As part of the multi-disciplinary Canadian Pharmacogenomics Network for Drug Safety (CPNDS) based at the University of British Columbia, candidates will work closely with clinicians, scientists, and patients across Canada to develop a pipeline from genetic discoveries to predictive genetic testing to help select the safest and most effective pain relievers for women and children based on their unique genetic signatures. Candidates will lead projects within one of two interconnected research themes focused on improving pain management through pharmacogenomics:
- Design, conduct, and disseminate findings of genetic association studies aimed at uncovering genetic factors that contribute to differences in pain perception and response to pain relievers
- Focused on predicting variability in morphine-based pain relief for children and occurrence of painful toxicities resulting from childhood cancer treatment (e.g., methotrexate-induced mucositis)
- Opportunities to explore other pain management questions stemming from collaborative pursuits and develop clinical practice guidelines to enable clinical implementation of genetic testing
- Establish a C. elegans platform to discover and validate genetic factors that contribute to differences in pain perception and response to pain relievers
- Encompassing discovery of novel genetic components of pain/nociception (e.g., influencing noxious mechanosensation) and response to pain relievers (e.g., morphine)
- Validating roles for novel genetic factors uncovered through clinical genetic association studies (described in the research theme above) in relevant pain and/or medication response pathways
Candidates will conduct research at the BC Children’s Hospital Research Institute where they will have access to state-of-the-art molecular biology, genotyping, sequencing and analysis platforms housed within CPNDS-developed laboratories for drug safety research and implementation.
Applicants with a background in, and enthusiasm for, C. elegans research, molecular biology, pharmacogenetics/pharmacogenomics, medical genetics, bioinformatics, data science, clinical pharmacology and/or other related fields are encouraged to reach out to Dr.
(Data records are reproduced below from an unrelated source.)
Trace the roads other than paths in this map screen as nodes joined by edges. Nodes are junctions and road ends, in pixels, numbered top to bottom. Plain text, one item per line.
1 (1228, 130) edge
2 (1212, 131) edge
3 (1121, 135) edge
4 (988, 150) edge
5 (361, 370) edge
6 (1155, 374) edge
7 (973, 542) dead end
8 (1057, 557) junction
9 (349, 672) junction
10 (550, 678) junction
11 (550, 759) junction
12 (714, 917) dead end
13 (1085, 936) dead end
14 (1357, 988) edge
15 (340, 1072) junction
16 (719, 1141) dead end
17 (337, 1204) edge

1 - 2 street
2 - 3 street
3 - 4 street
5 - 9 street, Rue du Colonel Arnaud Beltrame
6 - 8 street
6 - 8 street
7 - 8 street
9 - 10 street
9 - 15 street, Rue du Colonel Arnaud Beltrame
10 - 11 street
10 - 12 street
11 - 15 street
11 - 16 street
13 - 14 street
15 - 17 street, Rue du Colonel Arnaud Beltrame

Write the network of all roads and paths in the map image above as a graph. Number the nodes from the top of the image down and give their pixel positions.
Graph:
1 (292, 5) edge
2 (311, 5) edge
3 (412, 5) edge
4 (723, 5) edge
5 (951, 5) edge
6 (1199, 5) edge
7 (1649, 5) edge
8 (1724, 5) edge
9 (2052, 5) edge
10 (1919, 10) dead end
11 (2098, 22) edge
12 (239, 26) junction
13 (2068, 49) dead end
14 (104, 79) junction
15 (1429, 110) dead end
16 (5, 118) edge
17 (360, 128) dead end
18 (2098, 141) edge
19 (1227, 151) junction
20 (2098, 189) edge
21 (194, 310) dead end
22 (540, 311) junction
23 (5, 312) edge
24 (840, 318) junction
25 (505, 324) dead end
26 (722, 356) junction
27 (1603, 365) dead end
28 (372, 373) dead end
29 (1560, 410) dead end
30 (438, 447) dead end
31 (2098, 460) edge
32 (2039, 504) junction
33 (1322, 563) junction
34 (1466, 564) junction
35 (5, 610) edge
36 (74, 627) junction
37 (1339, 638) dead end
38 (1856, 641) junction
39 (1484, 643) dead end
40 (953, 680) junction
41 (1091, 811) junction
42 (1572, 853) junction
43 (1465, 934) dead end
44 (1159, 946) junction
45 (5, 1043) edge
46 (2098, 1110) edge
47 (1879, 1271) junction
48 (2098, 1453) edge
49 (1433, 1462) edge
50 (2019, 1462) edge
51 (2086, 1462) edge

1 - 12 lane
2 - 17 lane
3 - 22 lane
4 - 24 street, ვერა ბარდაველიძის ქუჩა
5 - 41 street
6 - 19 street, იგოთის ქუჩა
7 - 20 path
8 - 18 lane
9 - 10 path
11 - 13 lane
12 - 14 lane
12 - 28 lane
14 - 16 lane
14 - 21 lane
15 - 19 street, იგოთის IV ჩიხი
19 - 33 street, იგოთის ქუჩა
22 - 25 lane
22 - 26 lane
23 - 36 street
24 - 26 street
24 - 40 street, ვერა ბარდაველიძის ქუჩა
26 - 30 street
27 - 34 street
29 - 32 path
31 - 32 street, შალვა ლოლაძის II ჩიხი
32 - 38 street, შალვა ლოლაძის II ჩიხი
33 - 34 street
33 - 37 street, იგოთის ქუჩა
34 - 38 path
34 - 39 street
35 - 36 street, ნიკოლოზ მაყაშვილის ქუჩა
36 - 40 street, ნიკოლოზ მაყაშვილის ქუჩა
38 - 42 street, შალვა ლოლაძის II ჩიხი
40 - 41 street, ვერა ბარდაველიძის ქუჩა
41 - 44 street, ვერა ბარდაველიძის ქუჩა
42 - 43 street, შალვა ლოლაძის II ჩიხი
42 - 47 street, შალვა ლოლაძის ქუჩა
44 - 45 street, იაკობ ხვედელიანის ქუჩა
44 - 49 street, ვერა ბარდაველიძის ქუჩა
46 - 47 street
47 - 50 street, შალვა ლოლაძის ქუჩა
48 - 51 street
Catrina Loucks to discuss potential research opportunities.
Complete these steps before you reach out to a faculty member!
- Familiarize yourself with program requirements. You want to learn as much as possible from the information available to you before you reach out to a faculty member. Be sure to visit the graduate degree program listing and program-specific websites.
- Check whether the program requires you to seek commitment from a supervisor prior to submitting an application. For some programs this is an essential step while others match successful applicants with faculty members within the first year of study. This is either indicated in the program profile under "Admission Information & Requirements" - "Prepare Application" - "Supervision" or on the program website.
- Identify specific faculty members who are conducting research in your specific area of interest.
- Establish that your research interests align with the faculty member’s research interests.
- Read up on the faculty members in the program and the research being conducted in the department.
- Familiarize yourself with their work, read their recent publications and past theses/dissertations that they supervised. Be certain that their research is indeed what you are hoping to study.
- Compose an error-free and grammatically correct email addressed to your specifically targeted faculty member, and remember to use their correct titles.
- Do not send non-specific, mass emails to everyone in the department hoping for a match.
- Address the faculty members by name. Your contact should be genuine rather than generic.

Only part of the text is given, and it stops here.